Stablecoins started as trading collateral, then became payment rails. The next thing they may become is capital markets: large pools of liquidity routed into businesses that need it, returning yield to holders.
That is the bet behind Re, the subject of this week's episode with founder Karn Saroya and Electric Capital's Avichal Garg. Re is an onchain reinsurer (more on this soon). Stablecoins go in, that capital helps back insurance companies, and premiums return to depositors. Karn says Re already backs 35 of them, does around half a billion in business, and expects to near a billion in the coming months.
Crypto's at its best modernizing finance's oldest and most boring systems. This is one of them.
Reinsurance is very meta: it's insurance for insurance companies.
Say an auto insurer sells thousands of policies. It collects premiums but takes on the risk that drivers crash and need paying out. To write more policies, reduce its risk, or prove to regulators it has enough capital behind those promises, it buys reinsurance.
A reinsurer absorbs part of that risk in exchange for a cut of the premiums. It's a market Karn pegs at roughly a trillion dollars in premiums a year. These are returns most people can't touch, having historically gone to pension funds, sovereign wealth funds, family offices, and institutions with the capital and access to play.
But Re believes stablecoins, and their holders, could become a new capital source here, opening those gated premiums to onchain dollars.
Reinsurance is a promise backed by capital, and that promise is only as good as the money behind it. In the traditional system, that capital sits behind opaque balance sheets and murky plumbing. It's not a setup that inspires trust.

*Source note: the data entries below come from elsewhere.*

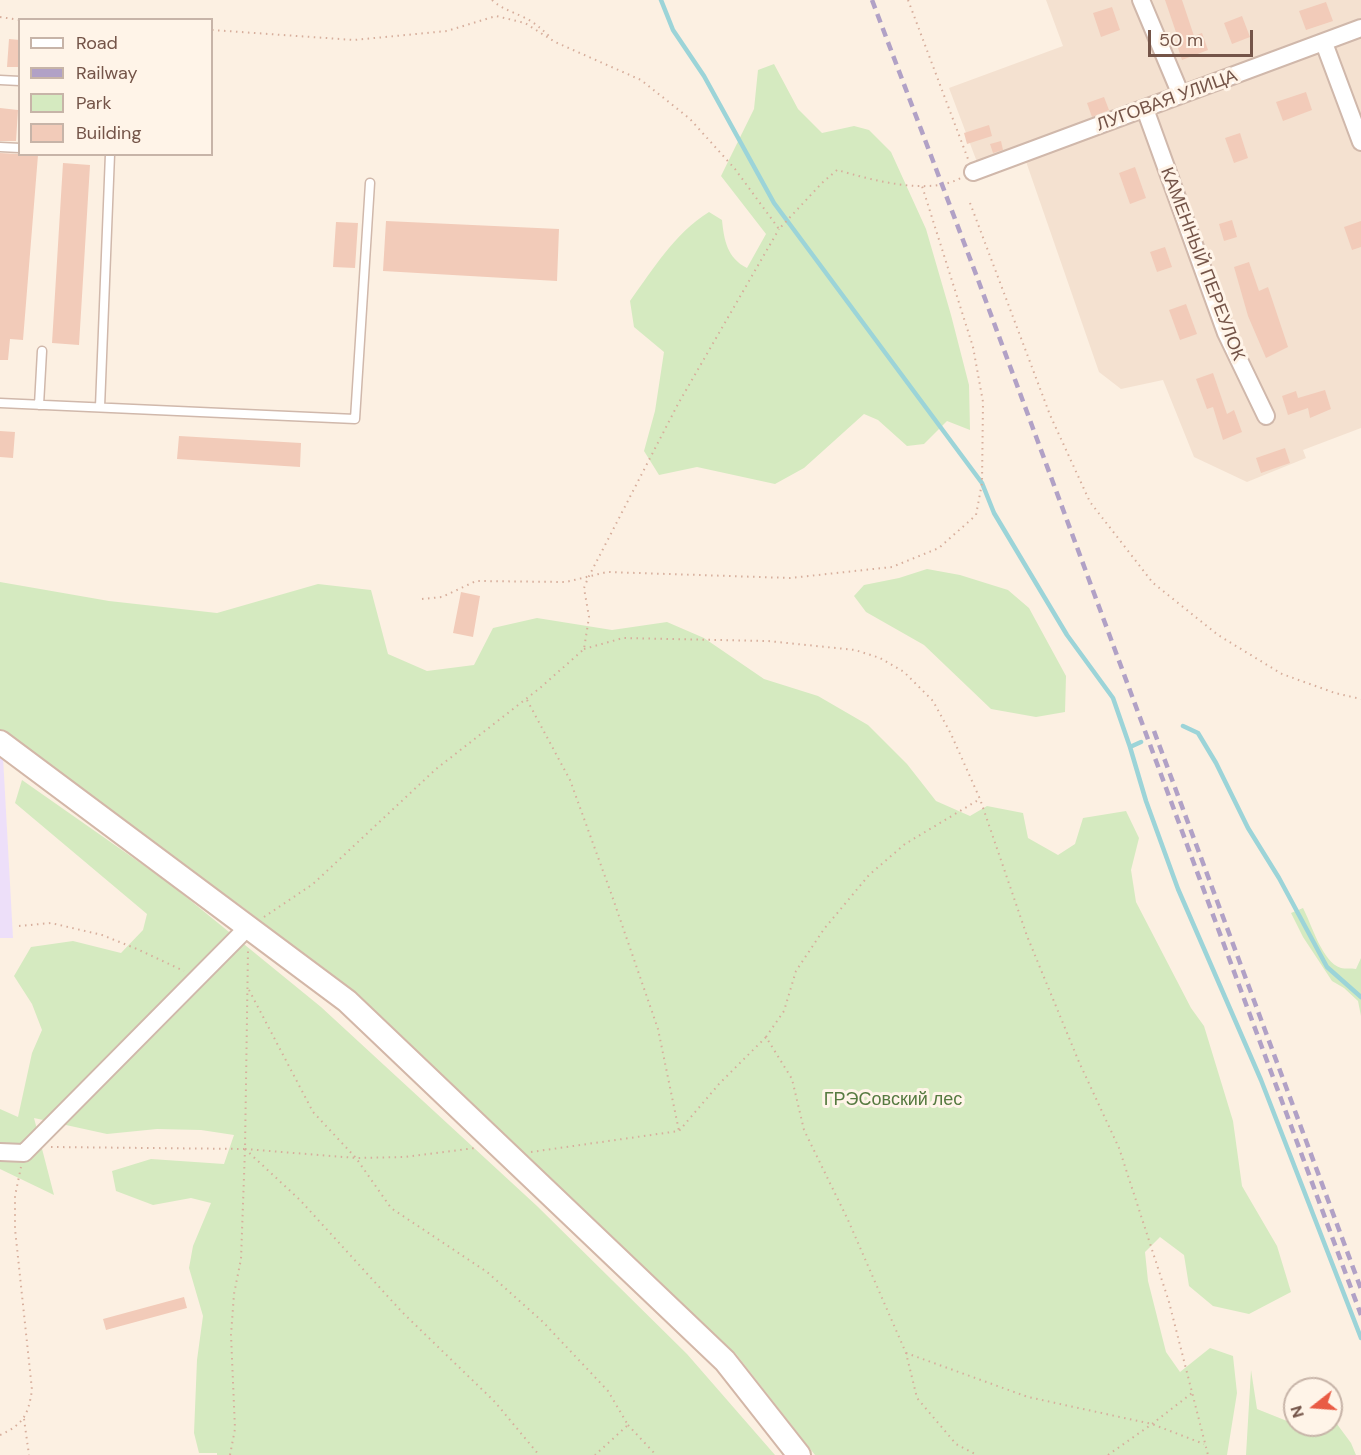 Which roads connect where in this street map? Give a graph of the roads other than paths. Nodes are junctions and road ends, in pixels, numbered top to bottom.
1 (1141, 0) edge
2 (1361, 28) edge
3 (1324, 43) junction
4 (0, 80) edge
5 (18, 81) edge
6 (1181, 95) junction
7 (1145, 110) junction
8 (1361, 142) edge
9 (0, 147) edge
10 (18, 148) edge
11 (110, 156) edge
12 (973, 172) road end
13 (370, 183) dead end
14 (42, 351) dead end
15 (0, 403) edge
16 (39, 405) junction
17 (100, 407) junction
18 (1266, 416) dead end
19 (0, 742) edge
20 (248, 927) junction
21 (0, 1152) edge
22 (799, 1455) edge

1 - 6 street
2 - 3 street, ЛУГОВАЯ УЛИЦА
3 - 6 street, ЛУГОВАЯ УЛИЦА
3 - 8 street
4 - 5 lane
6 - 7 street, ЛУГОВАЯ УЛИЦА
7 - 12 street, ЛУГОВАЯ УЛИЦА
7 - 18 street, КАМЕННЫЙ ПЕРЕУЛОК
9 - 10 lane
11 - 17 lane
13 - 17 lane
14 - 16 lane
15 - 16 lane
16 - 17 lane
19 - 20 main road
20 - 21 street
20 - 22 main road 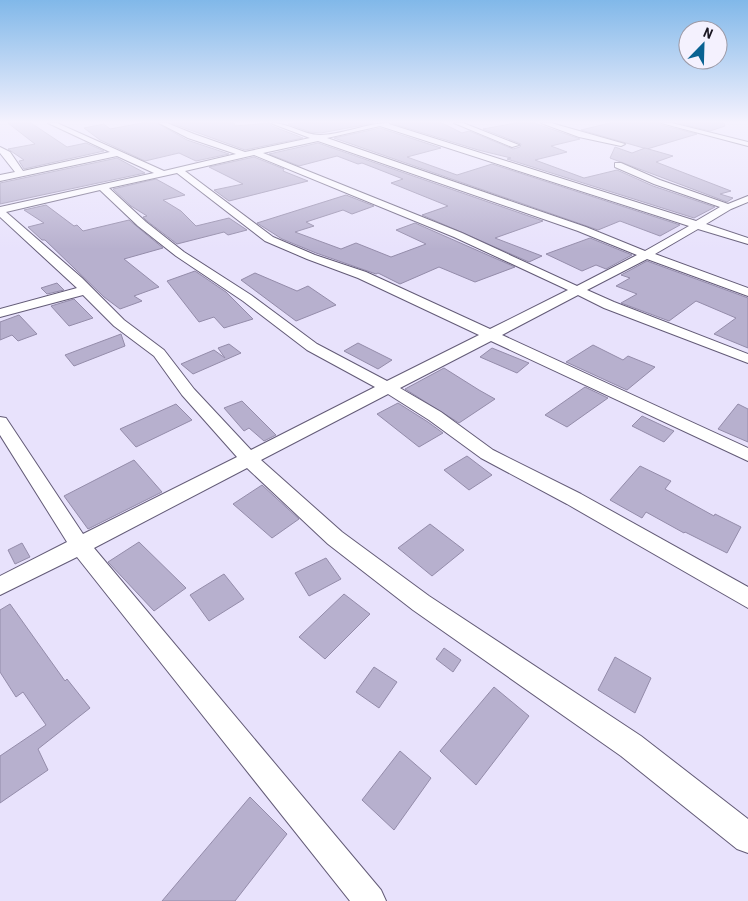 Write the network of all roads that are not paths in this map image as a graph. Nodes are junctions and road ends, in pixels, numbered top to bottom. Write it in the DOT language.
graph roads {
  1 [pos="15,165"];
  2 [pos="59,165"];
  3 [pos="144,165"];
  4 [pos="201,165"];
  5 [pos="278,165"];
  6 [pos="399,165"];
  7 [pos="512,165"];
  8 [pos="618,165"];
  9 [pos="179,170"];
  10 [pos="20,173"];
  11 [pos="164,174"];
  12 [pos="0,178"];
  13 [pos="103,188"];
  14 [pos="748,200"];
  15 [pos="728,207"];
  16 [pos="0,211"];
  17 [pos="699,225"];
  18 [pos="748,242"];
  19 [pos="646,255"];
  20 [pos="85,290"];
  21 [pos="578,290"];
  22 [pos="748,292"];
  23 [pos="0,313"];
  24 [pos="489,336"];
  25 [pos="748,359"];
  26 [pos="388,388"];
  27 [pos="0,422"];
  28 [pos="748,455"];
  29 [pos="249,459"];
  30 [pos="80,546"];
  31 [pos="0,586"];
  32 [pos="748,598"];
  33 [pos="748,838"];
  34 [pos="370,901"];
  1 -- 10 [label="street"];
  2 -- 10 [label="street"];
  3 -- 11 [label="street"];
  4 -- 9 [label="street"];
  5 -- 21 [label="street"];
  6 -- 19 [label="street"];
  7 -- 17 [label="street"];
  8 -- 15 [label="street"];
  9 -- 11 [label="street"];
  9 -- 24 [label="street"];
  10 -- 12 [label="street"];
  11 -- 13 [label="street"];
  13 -- 16 [label="street"];
  13 -- 26 [label="street"];
  14 -- 15 [label="street"];
  15 -- 17 [label="street"];
  16 -- 20 [label="street"];
  17 -- 18 [label="street"];
  17 -- 19 [label="street"];
  19 -- 21 [label="street"];
  19 -- 22 [label="street"];
  20 -- 23 [label="street"];
  20 -- 29 [label="street"];
  21 -- 24 [label="street"];
  21 -- 25 [label="street"];
  24 -- 26 [label="street"];
  24 -- 28 [label="street"];
  26 -- 29 [label="street"];
  26 -- 32 [label="street"];
  27 -- 30 [label="street"];
  29 -- 30 [label="street"];
  29 -- 33 [label="street"];
  30 -- 31 [label="street"];
  30 -- 34 [label="street"];
}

But put the capital layer onchain and that changes. Regulators, insurers, and depositors can see that the money behind the promise exists. This is how Re competes: cheaper capital formation, transparent infrastructure, and access to a new pool of onchain dollars.
This reaches past reinsurance. DeFi's yields have increasingly been underpaying for the risk behind them, with M0 founder Luca Prosperi's pricing work showing protocols don't compensate users for what they actually take on. Re's yield is priced differently, coming from insurance premiums and real-world demand for capital rather than token emissions or onchain activity. And its guardrails come from an already regulated industry rather than an onchain venue still finding its footing and riding DeFi's cycles.